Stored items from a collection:
----
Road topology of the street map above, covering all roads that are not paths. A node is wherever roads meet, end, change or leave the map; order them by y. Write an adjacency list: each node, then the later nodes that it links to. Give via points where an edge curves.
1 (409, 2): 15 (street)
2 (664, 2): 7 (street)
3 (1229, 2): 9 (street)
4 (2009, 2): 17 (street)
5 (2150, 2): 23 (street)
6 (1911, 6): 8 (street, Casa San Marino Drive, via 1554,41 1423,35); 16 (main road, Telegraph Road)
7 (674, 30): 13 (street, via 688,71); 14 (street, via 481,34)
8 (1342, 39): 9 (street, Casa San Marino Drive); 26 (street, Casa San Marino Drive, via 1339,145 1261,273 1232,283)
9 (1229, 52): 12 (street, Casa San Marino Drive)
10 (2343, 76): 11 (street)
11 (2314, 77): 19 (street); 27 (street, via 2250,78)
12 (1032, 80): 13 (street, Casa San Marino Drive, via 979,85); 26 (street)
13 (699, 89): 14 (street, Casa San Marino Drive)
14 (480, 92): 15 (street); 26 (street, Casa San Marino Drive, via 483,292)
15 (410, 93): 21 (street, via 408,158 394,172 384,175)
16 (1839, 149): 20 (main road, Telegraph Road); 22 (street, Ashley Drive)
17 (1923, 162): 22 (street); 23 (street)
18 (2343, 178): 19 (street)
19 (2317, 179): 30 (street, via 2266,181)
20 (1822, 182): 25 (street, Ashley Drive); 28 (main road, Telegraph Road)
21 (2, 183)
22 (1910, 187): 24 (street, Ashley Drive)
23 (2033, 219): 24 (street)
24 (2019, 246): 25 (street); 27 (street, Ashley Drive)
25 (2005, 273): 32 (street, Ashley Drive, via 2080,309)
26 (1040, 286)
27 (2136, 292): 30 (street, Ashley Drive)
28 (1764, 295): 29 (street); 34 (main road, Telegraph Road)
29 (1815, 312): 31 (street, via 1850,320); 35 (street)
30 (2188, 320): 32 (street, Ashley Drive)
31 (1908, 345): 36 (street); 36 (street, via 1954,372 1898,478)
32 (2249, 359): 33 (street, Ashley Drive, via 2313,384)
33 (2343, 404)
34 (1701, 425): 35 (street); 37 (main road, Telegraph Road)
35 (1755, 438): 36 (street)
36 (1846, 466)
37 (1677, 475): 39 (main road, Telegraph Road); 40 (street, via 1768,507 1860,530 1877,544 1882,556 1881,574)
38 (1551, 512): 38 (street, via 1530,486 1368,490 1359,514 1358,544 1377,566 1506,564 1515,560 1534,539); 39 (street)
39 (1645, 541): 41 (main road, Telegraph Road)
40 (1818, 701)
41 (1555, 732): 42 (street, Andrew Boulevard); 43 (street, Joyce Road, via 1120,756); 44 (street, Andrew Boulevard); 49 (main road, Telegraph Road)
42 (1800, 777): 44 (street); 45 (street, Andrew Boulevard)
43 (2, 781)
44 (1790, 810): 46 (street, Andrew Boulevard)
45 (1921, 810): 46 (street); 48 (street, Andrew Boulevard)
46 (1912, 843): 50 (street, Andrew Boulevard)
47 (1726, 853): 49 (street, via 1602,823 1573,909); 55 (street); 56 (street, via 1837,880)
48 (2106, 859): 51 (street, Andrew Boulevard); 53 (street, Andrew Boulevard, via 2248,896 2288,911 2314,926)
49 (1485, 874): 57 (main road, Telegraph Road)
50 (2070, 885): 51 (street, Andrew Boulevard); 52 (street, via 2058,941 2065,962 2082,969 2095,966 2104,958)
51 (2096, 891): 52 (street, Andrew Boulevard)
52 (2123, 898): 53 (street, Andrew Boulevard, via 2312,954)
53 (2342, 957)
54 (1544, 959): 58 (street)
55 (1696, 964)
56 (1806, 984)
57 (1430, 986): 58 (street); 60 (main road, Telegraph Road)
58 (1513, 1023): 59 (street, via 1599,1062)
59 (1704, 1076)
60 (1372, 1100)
----
**WORK TO BE COMPLETED:** Where does "Marino" occur in the data? Copy each line that has it.

**SOLUTION TO THIS TASK:**
6 (1911, 6): 8 (street, Casa San Marino Drive, via 1554,41 1423,35); 16 (main road, Telegraph Road)
8 (1342, 39): 9 (street, Casa San Marino Drive); 26 (street, Casa San Marino Drive, via 1339,145 1261,273 1232,283)
9 (1229, 52): 12 (street, Casa San Marino Drive)
12 (1032, 80): 13 (street, Casa San Marino Drive, via 979,85); 26 (street)
13 (699, 89): 14 (street, Casa San Marino Drive)
14 (480, 92): 15 (street); 26 (street, Casa San Marino Drive, via 483,292)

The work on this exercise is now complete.